The structure of persons’ names has varied across time and geography. In some communities, individuals have been mononymous, that is, each person has received only a single name. This contrasted with the custom among the Romans, who by the Republican era and throughout the Imperial era used multiple names: a male citizen’s name comprised three parts, praenomen (given name), nomen (clan name) and cognomen (family line within the clan) — the nomen and cognomen being virtually always hereditary.[3] Post-antiquity most of them are, however, mononymous in most contexts: Cicero, Pompey, Virgil; and the same goes for the Greeks: Euripides, Xenophon, Aristotle.

Some French authors have shown a predilection for mononyms. In the 17th century, the dramatist and actor Jean Baptiste Poquelin (1622–73) adopted the mononym stage name “Molière”.

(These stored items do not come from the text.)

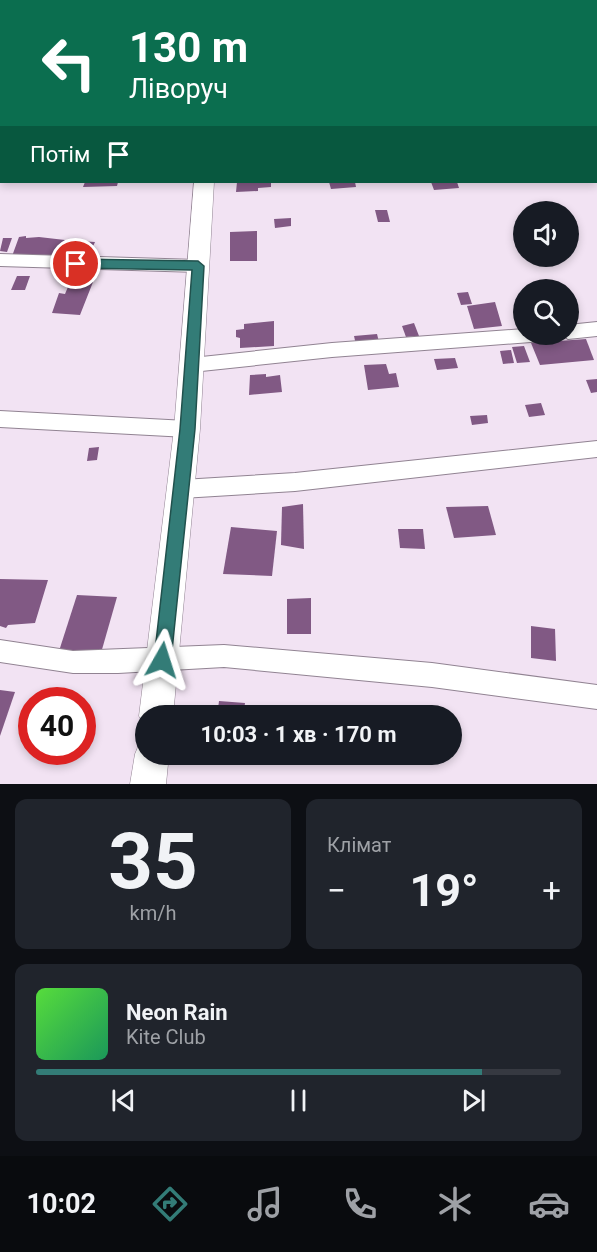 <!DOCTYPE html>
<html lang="uk">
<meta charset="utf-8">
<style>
body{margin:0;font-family:Roboto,sans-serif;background:#20242c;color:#f1f3f6;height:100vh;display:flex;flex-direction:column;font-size:22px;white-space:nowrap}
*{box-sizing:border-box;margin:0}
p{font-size:20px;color:#9ea1a6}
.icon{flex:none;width:33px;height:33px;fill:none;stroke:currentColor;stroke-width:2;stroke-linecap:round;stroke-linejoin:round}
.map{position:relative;height:784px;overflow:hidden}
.drawer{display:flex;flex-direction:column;gap:15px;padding:15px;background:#0d0f14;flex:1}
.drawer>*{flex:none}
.top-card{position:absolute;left:0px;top:0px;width:597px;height:183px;box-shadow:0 3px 9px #0003;background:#0b6e4f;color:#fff;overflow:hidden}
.tools{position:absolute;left:513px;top:201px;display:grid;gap:12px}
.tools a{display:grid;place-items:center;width:66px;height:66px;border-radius:50%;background:#171b24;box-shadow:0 3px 9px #0003;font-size:30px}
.speed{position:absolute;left:18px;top:687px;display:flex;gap:12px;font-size:30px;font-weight:700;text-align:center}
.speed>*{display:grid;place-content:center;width:78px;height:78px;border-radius:50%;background:#171b24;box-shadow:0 3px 9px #0003;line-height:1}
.speed .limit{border:9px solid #d22;background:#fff;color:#111}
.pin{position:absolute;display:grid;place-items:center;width:51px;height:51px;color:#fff;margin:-26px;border:3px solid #fff;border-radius:50%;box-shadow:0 2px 6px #0007}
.me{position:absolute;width:66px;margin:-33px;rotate:6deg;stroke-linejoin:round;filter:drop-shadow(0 0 4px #0008)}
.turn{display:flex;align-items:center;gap:21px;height:126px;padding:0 30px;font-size:27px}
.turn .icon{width:78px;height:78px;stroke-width:2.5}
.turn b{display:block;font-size:42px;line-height:51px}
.then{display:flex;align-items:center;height:57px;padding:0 30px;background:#0003;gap:12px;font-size:22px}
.big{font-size:45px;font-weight:700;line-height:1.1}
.drawer .card{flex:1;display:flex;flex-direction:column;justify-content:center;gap:9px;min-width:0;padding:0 21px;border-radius:12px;background:#20242c}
.drawer .dial{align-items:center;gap:0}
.dial b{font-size:78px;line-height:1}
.song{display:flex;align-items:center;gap:18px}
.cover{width:72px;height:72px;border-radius:9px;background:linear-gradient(135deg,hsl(110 70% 55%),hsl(150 70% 35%))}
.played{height:6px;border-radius:3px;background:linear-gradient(90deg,#337c77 85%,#363941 85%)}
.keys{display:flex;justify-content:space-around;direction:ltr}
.heat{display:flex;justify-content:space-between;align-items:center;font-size:33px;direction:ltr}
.drawer .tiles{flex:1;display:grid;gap:15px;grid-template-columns:1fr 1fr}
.card:last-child{grid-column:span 2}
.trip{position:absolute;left:135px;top:705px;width:327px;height:60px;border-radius:30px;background:#171b24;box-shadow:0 3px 9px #0003;font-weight:700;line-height:60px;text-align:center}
.menu{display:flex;height:96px;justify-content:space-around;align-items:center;background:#090b0e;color:#9ea1a6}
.menu .icon{width:42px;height:42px}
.menu .current{color:#337c77}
.menu b{font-size:27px;color:#f1f3f6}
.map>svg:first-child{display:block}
.building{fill:#815984}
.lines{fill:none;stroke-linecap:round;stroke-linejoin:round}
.lane-casing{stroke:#918392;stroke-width:1}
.street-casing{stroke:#918392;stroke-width:2}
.secondary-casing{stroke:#918392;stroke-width:1}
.lane{fill:#fff;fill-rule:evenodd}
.street{fill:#fff;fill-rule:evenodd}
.secondary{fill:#fff;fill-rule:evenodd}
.route{fill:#337c77;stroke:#21514d;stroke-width:1.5}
</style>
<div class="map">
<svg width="597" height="784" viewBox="0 0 597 784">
<rect width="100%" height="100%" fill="#f2e3f3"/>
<g class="building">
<polygon points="85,182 118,182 117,186 83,187"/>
<polygon points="237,182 271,182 271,187 258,188 258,191 236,192"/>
<polygon points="329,182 355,182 356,187 331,189"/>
<polygon points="431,182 457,182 459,188 434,190"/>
<polygon points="375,210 387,210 390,222 378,222"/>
<polygon points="291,218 291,226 275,228 274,219"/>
<polygon points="257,231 257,261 230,261 230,232"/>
<polygon points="26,236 26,238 39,237 65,240 58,257 31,255 29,259 11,259 19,237"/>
<polygon points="3,238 12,238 7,252 0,251"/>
<polygon points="77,241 95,242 89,255 71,254"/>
<polygon points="17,276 30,276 25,290 11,290"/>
<polygon points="70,282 93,282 80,315 52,313 59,293 65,294"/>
<polygon points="468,292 472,304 461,305 457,293"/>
<polygon points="495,302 502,326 474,329 467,306"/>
<polygon points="274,321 274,346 240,348 240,338 236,337 236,330 244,329 244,324"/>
<polygon points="414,323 419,336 406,337 402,326"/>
<polygon points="377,334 379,342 356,345 354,336"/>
<polygon points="586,339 594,360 540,365 531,343"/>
<polygon points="524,346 530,362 517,363 512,347"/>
<polygon points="511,350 514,363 503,364 500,351"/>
<polygon points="455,358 458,368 437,370 434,359"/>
<polygon points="386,364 389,374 396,373 399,387 368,390 364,365"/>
<polygon points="266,374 266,377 280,375 282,392 249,395 250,375"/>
<polygon points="597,379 597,392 591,393 586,380"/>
<polygon points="541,403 545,415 529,417 525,405"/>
<polygon points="487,415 488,423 472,425 470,416"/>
<polygon points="99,447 97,460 87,461 89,448"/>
<polygon points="303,504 304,549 281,545 282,507"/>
<polygon points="488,506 496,535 454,538 446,507"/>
<polygon points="231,527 277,531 272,576 223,574"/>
<polygon points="398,529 423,529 425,549 400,548"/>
<polygon points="0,579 48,580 35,623 8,625 6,628 0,626"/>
<polygon points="77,595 117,597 101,653 59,651"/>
<polygon points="311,598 311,634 287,634 287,599"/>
<polygon points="531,626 555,629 556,661 531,658"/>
<polygon points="0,690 15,692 0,736"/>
<polygon points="219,701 245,703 243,716 217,716"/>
<polygon points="327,712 395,713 395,716 327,716"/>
</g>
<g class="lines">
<defs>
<polygon id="lane" points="158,0 164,0 163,2 158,2"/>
<g id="street">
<rect x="0" y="56" width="2" height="8"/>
<rect x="0" y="139" width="2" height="8"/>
<polygon points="0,254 198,260 204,262 206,266 204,270 198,272 0,266"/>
<polygon points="597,322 597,336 568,339 561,334 568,334 568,325"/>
<polygon points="524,329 524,334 552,334 550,339 544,341 332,357 192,372 186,370 183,365 186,360 192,358 332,343"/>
<polygon points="0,411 187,421 194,423 196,429 194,435 187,437 0,427"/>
<polygon points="597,441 597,457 295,491 182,498 175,495 172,489 175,483 182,480 295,473"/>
<polygon points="0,640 73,651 224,645 432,663 597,685 597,709 432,687 224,667 118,673 73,673 0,662"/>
</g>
<g id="secondary">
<polygon points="0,0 7,2 2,2 2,10"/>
<polygon points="194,182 214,182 200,429 173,716 146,716 146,729 139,716 174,429"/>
<polygon points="146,739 146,754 169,754 166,784 130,784 135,754 140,742"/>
</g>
</defs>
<use href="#lane" class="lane-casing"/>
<use href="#street" class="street-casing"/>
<use href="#secondary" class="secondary-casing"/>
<use href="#lane" class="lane"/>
<use href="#street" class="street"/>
<use href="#secondary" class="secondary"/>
</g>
<polygon class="route" points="76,259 198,261 204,266 195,429 171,660 169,666 162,669 156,666 154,660 180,429 192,270 76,268 70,264"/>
</svg>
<div class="tools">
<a><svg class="icon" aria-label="sound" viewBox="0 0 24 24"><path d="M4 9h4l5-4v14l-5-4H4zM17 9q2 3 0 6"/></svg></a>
<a><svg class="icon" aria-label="search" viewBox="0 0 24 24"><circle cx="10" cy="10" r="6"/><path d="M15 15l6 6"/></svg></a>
</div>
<div class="speed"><div class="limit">40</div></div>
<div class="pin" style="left:76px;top:264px;background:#d93025"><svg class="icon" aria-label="arrive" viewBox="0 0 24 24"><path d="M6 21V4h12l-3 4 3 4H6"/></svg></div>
<svg class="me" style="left:162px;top:660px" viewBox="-20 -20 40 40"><path d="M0-17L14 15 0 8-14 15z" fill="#337c77" stroke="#fff" stroke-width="4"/></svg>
<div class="trip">10:03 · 1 хв · 170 m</div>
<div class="top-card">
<div class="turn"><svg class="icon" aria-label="left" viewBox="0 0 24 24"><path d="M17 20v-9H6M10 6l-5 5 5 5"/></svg><div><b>130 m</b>Ліворуч</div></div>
<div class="then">Потім<svg class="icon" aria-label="arrive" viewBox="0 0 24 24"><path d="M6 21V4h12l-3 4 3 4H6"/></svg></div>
</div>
</div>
<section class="drawer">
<div class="tiles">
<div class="card dial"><b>35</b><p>km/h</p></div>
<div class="card"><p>Клімат</p>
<div class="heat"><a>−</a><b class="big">19°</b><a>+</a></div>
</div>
<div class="card">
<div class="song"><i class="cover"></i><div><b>Neon Rain</b><p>Kite Club</p></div></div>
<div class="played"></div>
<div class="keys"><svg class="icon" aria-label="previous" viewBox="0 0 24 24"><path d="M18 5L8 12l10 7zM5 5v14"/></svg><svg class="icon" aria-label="pause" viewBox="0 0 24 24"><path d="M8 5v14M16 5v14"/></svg><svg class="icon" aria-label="next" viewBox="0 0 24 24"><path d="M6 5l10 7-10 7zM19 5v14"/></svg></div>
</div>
</div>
</section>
<nav class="menu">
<b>10:02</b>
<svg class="icon current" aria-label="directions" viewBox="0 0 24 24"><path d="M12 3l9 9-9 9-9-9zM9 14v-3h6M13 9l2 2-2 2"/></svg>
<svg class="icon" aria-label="music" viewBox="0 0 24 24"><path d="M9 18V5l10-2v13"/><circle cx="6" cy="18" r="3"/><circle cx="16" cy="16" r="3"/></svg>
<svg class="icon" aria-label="phone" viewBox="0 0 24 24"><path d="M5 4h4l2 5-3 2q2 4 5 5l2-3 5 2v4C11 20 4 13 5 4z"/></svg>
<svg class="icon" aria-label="climate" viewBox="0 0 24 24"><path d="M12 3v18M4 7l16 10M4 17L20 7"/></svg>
<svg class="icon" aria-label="car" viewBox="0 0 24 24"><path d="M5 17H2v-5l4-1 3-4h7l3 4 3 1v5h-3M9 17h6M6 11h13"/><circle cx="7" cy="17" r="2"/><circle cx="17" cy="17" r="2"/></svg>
</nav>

In the 18th century, François-Marie Arouet adopted the mononym “Voltaire”, for both literary and personal use, in 1718 after his incarceration in Paris’ Bastille, to mark a break with his past. The new name combined several features. It was an anagram for a Latinized version of his family surname, “Arouet, l[e] j[eune]”; it reversed the syllables of the name of a family château, “Airvault”; and it conveyed connotations of speed and daring through resonance with such French expressions as “voltige”, “volte-face” and “volatile”. “Arouet”, by contrast, could not serve the purposes of the developing societal gadfly, given that name’s associations with “roué” and with an expression that meant “for thrashing.”[4]